Твоё право. Ты командир, а я своих людей увожу.
Не прошло и получаса, как люди Сивиронова собрались и ушли. И так печально стало! Так, сразу уменьшились их силы. Казалось, что партизаны Сивиронова не просто ушли, а погибли в тяжёлом бою.
Теперь их осталось чуть больше 20 человек…
Яковенко пытался выглядеть бодро и говорить. Вот подозвал Михаила Третьякевича, и сказал:
— Сейчас не время раскисать. Продолжим нашу агитацию, среди населения. Пускай немцы знают, что им не удалось нас запугать, и мы всё так же активны. Надо составить очередную листовку. Займись-ка этим, товарищ комиссар…

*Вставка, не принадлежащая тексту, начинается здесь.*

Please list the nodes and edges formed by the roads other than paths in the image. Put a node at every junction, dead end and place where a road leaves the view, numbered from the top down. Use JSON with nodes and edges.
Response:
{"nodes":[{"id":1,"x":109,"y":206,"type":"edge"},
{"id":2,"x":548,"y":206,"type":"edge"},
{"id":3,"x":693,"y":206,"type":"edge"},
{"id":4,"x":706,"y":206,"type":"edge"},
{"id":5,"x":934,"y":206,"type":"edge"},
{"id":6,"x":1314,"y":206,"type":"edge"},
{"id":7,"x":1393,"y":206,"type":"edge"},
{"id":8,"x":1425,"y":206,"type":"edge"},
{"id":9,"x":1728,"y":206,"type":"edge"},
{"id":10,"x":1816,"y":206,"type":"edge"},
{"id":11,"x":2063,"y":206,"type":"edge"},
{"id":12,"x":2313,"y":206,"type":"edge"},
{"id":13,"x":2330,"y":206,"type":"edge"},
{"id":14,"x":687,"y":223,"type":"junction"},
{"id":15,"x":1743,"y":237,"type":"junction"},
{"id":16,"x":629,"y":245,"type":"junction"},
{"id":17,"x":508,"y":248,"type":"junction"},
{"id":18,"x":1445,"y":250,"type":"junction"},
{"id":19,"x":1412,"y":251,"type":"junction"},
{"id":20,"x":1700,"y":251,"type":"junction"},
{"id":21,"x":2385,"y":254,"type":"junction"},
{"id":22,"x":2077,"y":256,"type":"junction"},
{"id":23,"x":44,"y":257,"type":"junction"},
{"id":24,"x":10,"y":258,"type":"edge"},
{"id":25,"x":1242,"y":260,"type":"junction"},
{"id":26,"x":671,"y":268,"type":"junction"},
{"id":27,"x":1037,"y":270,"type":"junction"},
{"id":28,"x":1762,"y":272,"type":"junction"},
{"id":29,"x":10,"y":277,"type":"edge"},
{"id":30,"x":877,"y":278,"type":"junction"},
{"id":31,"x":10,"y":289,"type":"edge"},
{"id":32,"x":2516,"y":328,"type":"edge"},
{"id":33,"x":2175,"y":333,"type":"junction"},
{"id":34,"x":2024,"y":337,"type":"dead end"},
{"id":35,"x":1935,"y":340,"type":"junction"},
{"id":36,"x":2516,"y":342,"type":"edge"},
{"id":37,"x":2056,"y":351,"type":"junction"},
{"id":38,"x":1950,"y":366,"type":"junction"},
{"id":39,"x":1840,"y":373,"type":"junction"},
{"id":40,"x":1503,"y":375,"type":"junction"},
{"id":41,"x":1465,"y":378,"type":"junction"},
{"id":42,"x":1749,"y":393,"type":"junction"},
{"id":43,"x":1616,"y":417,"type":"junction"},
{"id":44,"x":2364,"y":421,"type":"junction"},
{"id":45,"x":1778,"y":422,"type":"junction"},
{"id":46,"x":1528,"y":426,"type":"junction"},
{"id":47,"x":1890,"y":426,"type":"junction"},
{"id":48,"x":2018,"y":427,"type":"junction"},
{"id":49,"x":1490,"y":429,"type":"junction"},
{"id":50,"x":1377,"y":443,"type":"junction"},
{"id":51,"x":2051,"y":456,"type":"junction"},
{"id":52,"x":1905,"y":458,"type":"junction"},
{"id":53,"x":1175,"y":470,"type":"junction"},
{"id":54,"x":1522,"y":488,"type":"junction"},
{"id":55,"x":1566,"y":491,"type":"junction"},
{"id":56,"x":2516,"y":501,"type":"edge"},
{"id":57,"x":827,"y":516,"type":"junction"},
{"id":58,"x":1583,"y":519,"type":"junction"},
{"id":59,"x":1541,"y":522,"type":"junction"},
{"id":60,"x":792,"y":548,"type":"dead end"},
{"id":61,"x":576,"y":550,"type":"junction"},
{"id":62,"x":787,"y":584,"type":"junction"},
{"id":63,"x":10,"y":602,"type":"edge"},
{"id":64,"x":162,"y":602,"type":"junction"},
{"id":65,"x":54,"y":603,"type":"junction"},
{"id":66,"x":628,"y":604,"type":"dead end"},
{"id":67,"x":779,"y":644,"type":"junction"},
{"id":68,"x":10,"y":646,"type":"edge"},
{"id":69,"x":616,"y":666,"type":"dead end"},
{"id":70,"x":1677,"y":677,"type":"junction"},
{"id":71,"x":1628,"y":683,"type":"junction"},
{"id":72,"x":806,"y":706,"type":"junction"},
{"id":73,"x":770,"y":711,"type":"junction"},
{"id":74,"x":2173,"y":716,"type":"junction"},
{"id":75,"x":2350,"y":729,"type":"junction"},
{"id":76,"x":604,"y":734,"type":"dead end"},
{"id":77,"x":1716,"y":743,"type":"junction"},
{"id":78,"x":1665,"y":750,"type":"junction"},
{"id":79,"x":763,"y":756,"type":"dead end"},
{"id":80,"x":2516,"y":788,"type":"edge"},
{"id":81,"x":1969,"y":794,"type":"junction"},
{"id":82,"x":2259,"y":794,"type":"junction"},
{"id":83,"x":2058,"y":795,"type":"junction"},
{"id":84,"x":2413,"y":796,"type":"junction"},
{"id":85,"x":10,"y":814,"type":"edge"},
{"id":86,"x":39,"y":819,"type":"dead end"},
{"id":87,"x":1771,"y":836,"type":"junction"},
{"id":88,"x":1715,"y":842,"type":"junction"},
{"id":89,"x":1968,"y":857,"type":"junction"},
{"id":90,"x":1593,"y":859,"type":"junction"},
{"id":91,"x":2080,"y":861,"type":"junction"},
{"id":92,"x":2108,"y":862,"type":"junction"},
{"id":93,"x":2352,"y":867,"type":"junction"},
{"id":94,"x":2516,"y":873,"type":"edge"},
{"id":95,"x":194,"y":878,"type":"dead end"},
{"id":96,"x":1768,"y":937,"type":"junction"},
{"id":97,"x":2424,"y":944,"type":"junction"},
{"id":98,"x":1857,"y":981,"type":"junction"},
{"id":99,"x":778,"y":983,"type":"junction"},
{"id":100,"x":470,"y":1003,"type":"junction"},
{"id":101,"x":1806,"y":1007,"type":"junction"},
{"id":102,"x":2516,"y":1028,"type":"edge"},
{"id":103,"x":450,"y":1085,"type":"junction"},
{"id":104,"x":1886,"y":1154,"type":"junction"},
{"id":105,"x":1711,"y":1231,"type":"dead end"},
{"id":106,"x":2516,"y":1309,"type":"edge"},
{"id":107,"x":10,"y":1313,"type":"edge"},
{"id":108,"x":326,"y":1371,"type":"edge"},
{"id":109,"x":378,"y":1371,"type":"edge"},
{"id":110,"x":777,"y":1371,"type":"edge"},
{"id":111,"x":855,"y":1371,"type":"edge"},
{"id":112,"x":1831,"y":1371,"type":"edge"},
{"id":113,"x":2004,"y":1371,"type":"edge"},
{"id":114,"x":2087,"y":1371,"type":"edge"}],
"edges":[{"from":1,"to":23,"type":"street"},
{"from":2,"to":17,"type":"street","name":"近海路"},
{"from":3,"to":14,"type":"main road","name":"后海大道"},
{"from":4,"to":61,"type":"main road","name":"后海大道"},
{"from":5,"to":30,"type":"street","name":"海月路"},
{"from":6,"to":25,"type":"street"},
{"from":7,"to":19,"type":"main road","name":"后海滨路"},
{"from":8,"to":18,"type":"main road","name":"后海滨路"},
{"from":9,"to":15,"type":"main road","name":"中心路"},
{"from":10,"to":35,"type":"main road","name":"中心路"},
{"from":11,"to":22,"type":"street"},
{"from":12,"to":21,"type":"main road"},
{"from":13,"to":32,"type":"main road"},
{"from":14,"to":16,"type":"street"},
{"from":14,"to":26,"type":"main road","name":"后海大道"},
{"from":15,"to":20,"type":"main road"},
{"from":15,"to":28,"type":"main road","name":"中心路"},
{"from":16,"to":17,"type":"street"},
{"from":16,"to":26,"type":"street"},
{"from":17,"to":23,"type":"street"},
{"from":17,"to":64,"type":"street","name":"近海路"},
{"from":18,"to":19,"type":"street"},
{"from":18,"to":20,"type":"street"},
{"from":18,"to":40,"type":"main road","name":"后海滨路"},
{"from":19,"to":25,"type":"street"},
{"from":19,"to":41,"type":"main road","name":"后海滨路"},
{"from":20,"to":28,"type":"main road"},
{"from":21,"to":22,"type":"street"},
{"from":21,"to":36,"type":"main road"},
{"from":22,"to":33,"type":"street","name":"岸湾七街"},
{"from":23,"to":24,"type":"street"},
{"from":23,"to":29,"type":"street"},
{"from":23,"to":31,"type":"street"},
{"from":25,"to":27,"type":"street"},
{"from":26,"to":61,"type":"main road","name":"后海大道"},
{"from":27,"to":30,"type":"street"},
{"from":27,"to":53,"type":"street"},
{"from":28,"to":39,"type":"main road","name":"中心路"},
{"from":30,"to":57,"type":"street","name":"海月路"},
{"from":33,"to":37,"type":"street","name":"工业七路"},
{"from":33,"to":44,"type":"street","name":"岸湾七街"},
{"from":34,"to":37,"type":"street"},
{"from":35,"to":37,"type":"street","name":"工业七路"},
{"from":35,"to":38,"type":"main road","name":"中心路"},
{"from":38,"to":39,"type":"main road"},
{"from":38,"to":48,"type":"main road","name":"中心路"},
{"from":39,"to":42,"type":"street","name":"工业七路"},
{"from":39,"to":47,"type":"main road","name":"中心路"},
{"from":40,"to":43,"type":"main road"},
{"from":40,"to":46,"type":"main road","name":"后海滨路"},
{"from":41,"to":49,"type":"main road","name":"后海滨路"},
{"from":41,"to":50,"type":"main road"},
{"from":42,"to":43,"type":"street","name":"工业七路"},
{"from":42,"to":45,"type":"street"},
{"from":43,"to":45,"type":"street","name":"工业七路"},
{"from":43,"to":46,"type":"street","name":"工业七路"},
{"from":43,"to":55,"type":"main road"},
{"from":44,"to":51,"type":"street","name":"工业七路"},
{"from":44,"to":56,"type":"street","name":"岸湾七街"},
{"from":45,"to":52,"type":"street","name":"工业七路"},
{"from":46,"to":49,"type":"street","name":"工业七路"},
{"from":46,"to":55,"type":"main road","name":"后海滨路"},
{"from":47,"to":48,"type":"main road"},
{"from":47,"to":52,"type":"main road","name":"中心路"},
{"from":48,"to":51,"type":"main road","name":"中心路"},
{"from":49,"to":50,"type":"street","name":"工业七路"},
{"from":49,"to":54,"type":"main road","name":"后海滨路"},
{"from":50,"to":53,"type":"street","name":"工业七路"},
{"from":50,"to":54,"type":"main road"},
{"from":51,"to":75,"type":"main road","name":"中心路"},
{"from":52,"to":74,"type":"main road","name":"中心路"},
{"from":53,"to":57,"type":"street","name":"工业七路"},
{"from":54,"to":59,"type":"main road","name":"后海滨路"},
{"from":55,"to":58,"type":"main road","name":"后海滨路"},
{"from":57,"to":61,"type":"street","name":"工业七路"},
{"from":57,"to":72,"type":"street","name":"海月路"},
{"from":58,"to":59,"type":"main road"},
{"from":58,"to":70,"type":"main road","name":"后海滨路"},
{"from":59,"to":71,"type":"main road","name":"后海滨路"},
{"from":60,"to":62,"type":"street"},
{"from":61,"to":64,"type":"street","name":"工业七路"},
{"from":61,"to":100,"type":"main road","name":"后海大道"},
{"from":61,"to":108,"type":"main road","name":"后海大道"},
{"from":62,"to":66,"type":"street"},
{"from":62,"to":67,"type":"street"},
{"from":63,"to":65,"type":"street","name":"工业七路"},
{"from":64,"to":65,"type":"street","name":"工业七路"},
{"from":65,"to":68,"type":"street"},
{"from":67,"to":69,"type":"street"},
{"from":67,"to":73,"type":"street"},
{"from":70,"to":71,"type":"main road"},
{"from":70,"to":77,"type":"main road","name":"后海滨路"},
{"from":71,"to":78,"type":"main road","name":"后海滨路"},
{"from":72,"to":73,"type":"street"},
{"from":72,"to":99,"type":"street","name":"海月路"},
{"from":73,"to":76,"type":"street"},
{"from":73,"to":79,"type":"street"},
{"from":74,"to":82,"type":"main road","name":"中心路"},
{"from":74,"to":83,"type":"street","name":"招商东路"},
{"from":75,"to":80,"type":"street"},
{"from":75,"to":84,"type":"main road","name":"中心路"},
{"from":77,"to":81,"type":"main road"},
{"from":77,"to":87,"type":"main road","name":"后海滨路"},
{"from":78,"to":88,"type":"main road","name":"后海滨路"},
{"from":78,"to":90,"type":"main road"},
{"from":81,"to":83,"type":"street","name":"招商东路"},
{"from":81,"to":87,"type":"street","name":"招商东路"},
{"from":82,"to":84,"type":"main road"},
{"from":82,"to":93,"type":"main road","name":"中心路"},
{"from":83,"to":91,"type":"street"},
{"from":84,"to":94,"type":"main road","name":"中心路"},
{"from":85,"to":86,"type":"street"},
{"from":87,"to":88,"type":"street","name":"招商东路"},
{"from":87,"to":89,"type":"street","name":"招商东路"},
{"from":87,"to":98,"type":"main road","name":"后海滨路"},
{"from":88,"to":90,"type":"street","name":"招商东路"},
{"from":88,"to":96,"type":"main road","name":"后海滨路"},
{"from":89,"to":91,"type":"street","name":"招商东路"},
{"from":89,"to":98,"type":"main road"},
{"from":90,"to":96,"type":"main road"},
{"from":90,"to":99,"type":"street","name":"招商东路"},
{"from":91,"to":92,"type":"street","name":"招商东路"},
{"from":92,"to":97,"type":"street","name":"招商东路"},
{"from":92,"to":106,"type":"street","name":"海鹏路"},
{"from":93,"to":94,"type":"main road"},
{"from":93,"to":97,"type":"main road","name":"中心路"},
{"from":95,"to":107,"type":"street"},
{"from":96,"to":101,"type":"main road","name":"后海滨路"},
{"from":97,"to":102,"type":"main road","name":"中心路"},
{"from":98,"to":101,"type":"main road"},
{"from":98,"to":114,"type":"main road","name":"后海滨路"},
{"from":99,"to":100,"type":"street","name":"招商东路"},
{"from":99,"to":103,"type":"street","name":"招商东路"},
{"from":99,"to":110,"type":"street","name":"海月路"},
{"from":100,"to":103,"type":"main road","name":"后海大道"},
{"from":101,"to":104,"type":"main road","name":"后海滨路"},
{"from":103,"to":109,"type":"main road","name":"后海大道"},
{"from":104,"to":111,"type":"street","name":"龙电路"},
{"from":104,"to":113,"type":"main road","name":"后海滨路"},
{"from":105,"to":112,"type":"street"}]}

Вскоре Михаил и Виктор Третьякевичи сидели друг напротив друга на пеньках, и общими интеллектуальными усилиями составляли очередную листовку.
И под грохот рвущих лес снарядов получился сильный текст, некоторые выдержки из которого приводятся ниже:
«Дорогие наши ворошиловградцы! Мы, коммунисты-подпольщики, обращаемся к вам: не верьте лживой фашистской пропаганде… Банда Гитлера пытается убедить вас, что они разгромили Красную армию… Недалек час, когда Красная Армия перейдёт в наступление и освободит наш славный город…
Подпольный горком партии».
Глава 4
Отступление
Прошло ещё несколько дней.
Немцы продолжали обстрел Паньковского леса. И хотя никто из партизан от этого обстрела не был ранен, настроение у большинства было скверным. Вновь и вновь слышались голоса о том, что надо уходить.
Вечером 10 августа на большой полянке, возле Ивана Яковенко собрались братья Третьякевичи, и почти все бывшие в отряде партизаны (отсутствовали только следившие за подступами к лагерю).
Михаил Третьякевич незадолго до этого имел отдельный разговор с командиром. Во время этого разговора Яковенко сказал:
— Может быть лучше было бы, если б мы пошли с Сивороновым…
Но теперь Сиворонов и его отряд ушли далеко, и вряд ли уже удалось с ними встретиться. И поэтому приходилось отступать разрозненно, с малыми силами. Собственно об отступлении у них и пошла речь на последовавшем за этим партизанском собрании.
Яковенко, как ни старался, не мог скрыть своей горечи. И говорил он медленно, словно бы тяжело ему было подбирать нужные, а на самом то деле такие простые слова:
— Вот что, товарищи. Придётся нам всё-таки отступать.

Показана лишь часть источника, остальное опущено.